TASK INSTRUCTIONS: Select from the data all lines with the word "routing".

SUPPLIED RECORDS:
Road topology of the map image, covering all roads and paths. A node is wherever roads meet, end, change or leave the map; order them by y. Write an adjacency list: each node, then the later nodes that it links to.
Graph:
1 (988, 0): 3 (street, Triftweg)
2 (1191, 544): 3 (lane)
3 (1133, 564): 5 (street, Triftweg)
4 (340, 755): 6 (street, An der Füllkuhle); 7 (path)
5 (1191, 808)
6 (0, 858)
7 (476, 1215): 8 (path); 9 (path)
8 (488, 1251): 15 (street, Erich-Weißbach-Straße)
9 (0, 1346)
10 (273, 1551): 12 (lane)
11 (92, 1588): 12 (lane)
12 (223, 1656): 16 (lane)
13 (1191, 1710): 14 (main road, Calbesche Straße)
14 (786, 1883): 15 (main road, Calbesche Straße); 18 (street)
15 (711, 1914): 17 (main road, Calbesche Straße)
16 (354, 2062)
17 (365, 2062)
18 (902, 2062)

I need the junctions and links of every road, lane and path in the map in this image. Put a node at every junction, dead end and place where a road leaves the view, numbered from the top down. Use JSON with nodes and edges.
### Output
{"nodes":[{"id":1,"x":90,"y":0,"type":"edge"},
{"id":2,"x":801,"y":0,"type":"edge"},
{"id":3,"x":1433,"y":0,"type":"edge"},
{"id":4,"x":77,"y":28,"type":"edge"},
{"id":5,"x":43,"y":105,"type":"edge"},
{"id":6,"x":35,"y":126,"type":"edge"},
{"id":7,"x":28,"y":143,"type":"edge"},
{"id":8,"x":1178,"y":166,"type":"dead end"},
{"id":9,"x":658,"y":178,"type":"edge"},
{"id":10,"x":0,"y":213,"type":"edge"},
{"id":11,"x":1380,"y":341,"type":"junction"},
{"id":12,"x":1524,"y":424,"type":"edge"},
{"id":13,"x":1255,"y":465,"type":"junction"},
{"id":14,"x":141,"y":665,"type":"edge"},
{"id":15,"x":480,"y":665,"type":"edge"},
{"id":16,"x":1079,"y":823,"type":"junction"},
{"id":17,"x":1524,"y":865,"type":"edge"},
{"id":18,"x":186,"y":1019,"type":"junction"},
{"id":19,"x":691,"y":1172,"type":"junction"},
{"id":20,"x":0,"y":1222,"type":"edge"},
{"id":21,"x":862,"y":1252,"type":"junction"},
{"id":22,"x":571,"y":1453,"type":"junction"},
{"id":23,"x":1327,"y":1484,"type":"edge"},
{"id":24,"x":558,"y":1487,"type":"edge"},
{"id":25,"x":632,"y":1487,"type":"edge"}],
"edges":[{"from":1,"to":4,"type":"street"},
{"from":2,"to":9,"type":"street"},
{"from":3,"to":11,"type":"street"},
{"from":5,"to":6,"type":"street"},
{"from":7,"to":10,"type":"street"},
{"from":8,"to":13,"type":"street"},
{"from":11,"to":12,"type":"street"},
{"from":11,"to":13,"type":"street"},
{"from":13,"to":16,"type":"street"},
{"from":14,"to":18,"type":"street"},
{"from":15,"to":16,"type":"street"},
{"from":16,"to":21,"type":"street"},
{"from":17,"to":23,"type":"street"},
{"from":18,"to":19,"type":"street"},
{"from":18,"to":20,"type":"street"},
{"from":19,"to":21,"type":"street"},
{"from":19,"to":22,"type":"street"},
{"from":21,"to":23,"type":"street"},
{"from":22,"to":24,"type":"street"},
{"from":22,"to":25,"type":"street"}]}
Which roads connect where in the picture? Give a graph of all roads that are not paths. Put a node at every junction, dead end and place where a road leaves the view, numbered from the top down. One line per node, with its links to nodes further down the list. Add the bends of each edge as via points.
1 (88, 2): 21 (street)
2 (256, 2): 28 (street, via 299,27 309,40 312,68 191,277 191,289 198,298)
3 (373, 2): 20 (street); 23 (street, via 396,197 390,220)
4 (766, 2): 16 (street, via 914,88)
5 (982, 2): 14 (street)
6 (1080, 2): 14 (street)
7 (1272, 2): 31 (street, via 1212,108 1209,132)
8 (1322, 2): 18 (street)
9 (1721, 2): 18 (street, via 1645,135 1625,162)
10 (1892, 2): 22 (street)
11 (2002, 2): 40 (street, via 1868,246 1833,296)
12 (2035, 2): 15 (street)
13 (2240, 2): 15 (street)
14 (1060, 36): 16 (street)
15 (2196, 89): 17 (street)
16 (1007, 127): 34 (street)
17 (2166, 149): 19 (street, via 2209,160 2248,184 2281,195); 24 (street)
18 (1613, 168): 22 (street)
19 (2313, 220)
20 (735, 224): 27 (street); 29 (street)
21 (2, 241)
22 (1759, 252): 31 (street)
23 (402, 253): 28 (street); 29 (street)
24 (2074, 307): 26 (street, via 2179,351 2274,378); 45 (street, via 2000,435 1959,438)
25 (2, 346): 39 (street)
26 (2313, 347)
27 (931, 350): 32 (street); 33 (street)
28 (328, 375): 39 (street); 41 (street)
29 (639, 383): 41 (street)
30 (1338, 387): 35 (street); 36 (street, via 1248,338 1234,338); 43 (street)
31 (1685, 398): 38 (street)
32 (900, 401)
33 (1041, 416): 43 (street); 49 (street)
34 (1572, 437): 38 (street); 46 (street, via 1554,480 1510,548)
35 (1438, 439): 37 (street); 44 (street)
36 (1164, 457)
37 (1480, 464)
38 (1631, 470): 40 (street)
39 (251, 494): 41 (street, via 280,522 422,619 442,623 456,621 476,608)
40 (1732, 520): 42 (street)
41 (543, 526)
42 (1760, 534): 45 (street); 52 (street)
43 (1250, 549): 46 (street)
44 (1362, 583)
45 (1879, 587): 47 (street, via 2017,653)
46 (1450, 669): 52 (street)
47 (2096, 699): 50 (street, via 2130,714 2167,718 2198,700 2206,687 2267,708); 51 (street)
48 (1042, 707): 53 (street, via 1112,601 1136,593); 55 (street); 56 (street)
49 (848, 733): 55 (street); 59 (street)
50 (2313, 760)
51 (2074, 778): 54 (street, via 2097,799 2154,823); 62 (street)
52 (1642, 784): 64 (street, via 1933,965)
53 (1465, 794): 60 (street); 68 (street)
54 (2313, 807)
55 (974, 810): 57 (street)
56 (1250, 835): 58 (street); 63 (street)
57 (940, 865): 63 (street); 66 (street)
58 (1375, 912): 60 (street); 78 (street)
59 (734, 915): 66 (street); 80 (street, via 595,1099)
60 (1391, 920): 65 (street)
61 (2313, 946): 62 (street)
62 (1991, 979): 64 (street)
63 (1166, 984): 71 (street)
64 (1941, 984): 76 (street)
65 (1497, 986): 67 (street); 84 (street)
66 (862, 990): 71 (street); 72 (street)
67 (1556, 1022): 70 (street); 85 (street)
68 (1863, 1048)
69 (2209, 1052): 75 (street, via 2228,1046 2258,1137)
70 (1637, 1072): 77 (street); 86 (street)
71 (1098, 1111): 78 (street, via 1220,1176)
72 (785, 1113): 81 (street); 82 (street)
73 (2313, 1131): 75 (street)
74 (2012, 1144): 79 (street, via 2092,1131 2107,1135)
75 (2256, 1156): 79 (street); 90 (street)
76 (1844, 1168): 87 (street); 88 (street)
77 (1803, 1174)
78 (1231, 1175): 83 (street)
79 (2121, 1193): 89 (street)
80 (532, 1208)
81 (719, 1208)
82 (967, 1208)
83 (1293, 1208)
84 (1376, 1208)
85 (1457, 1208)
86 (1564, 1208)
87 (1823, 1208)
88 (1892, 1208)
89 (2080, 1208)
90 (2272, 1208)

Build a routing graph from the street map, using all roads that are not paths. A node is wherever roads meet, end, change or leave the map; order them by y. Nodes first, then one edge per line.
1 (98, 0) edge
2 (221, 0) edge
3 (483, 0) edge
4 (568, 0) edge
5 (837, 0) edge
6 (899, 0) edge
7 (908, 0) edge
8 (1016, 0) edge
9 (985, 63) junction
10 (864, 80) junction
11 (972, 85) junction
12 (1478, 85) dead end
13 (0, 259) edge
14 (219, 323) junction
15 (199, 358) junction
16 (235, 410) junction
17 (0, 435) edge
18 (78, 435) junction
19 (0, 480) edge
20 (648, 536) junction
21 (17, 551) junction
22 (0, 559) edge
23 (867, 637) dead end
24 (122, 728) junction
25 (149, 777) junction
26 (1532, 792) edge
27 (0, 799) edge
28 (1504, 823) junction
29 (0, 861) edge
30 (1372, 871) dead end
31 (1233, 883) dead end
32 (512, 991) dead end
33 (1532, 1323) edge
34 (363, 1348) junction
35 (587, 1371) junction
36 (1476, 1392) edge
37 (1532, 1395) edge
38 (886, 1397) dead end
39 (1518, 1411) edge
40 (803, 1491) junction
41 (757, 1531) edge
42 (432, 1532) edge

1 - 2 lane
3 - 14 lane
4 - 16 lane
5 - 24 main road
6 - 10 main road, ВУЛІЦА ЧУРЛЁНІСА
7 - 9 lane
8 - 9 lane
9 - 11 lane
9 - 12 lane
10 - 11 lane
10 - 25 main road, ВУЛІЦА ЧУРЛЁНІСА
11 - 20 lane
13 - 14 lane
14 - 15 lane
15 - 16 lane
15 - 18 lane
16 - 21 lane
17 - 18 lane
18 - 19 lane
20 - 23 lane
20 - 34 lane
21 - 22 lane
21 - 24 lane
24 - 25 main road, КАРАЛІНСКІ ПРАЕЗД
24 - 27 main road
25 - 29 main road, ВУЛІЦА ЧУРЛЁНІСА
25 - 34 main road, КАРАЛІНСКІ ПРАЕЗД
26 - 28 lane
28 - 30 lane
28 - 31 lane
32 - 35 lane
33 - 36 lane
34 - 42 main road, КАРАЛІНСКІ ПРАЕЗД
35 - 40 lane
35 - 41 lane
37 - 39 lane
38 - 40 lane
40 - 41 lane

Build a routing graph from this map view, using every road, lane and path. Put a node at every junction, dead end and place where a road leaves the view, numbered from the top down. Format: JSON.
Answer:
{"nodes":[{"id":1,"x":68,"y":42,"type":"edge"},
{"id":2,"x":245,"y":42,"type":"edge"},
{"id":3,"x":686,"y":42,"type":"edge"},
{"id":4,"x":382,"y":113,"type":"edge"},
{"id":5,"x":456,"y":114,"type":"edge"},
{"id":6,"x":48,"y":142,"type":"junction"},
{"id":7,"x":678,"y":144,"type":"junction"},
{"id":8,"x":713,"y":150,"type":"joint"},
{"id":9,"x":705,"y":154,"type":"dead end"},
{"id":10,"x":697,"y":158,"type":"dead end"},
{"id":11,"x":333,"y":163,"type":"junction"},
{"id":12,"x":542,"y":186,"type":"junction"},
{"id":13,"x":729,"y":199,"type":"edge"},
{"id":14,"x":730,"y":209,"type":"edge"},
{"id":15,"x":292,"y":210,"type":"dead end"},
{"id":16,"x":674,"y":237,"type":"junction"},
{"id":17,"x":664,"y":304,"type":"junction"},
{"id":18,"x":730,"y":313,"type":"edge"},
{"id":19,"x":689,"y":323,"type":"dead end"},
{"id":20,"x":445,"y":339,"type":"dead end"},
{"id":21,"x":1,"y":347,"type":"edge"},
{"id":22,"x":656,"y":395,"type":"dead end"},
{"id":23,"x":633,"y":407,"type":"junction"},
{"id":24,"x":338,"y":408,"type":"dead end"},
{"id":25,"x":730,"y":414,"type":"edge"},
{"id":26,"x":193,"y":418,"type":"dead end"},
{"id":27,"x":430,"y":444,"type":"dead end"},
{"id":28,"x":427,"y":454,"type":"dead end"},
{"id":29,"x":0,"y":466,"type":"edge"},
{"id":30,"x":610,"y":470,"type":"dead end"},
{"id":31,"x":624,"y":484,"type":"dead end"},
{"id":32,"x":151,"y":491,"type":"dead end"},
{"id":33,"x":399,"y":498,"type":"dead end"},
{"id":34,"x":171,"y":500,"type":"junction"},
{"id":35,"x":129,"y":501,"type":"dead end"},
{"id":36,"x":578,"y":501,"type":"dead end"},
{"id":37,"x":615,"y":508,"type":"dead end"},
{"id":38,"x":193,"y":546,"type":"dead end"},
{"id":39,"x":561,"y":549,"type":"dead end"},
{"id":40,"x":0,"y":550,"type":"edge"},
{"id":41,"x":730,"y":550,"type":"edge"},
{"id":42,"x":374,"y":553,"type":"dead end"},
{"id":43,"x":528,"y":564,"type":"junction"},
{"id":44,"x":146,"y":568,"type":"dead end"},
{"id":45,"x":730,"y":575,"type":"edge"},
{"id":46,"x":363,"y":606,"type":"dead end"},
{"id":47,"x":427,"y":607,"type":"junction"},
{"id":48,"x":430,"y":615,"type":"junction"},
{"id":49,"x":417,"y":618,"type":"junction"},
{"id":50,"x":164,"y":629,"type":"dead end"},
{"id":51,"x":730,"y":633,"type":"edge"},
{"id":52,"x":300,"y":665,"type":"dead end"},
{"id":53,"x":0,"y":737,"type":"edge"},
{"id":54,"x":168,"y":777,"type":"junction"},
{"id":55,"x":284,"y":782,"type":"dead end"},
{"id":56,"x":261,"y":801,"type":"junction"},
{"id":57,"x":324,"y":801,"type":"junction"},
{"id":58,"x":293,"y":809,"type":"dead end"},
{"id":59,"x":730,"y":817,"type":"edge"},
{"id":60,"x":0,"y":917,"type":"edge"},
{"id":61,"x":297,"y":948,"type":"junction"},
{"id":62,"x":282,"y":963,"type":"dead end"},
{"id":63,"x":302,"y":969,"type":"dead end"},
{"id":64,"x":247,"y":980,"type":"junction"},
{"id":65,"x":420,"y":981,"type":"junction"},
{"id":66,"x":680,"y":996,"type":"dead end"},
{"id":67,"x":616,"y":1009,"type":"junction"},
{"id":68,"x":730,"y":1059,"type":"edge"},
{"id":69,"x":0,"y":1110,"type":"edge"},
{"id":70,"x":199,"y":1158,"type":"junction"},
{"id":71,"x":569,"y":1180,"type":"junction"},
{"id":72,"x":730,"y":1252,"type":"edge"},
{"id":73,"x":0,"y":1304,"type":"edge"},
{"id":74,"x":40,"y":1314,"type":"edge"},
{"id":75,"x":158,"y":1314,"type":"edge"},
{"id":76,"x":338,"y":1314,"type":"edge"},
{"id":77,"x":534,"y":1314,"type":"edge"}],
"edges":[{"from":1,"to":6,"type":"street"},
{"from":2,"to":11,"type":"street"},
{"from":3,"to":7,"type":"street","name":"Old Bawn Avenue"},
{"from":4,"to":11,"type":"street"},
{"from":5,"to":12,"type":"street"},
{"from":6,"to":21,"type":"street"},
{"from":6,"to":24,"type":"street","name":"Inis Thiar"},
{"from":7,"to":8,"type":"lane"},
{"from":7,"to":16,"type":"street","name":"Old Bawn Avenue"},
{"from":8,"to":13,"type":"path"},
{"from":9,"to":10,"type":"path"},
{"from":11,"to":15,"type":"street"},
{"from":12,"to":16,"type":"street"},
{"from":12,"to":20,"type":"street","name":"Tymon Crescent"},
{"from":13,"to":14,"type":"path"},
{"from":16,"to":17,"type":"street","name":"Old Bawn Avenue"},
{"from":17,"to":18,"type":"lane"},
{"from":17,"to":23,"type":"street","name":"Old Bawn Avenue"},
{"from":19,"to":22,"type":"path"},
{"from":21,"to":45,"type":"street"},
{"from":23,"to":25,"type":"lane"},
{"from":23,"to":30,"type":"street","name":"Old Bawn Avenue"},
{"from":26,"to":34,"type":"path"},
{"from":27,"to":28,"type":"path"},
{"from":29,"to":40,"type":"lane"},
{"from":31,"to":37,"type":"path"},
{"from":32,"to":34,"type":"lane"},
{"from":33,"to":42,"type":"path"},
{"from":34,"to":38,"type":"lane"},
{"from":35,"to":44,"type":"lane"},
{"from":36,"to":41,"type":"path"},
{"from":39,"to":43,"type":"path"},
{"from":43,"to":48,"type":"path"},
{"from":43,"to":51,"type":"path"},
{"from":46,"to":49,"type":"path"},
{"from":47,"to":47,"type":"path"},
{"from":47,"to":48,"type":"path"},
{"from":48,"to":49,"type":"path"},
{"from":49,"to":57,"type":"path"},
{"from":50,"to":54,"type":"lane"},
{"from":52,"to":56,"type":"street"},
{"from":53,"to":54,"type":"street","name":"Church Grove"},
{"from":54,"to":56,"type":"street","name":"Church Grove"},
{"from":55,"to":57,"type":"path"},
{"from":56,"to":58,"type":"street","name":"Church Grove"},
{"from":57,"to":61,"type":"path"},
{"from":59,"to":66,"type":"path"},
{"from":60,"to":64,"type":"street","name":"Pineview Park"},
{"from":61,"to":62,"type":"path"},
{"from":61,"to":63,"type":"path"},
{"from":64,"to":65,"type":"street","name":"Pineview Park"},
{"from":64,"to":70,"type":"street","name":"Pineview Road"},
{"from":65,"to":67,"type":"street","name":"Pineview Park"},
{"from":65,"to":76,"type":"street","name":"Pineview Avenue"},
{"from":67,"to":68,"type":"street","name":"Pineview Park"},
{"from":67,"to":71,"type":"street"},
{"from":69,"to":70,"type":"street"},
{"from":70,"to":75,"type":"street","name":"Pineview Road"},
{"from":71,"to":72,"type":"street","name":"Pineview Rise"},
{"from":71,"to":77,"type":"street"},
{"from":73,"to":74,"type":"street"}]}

PROBLEM SOLUTION:
Build a routing graph from the street map, using all roads that are not paths. A node is wherever roads meet, end, change or leave the map; order them by y. Nodes first, then one edge per line.
Build a routing graph from this map view, using every road, lane and path. Put a node at every junction, dead end and place where a road leaves the view, numbered from the top down. Format: JSON.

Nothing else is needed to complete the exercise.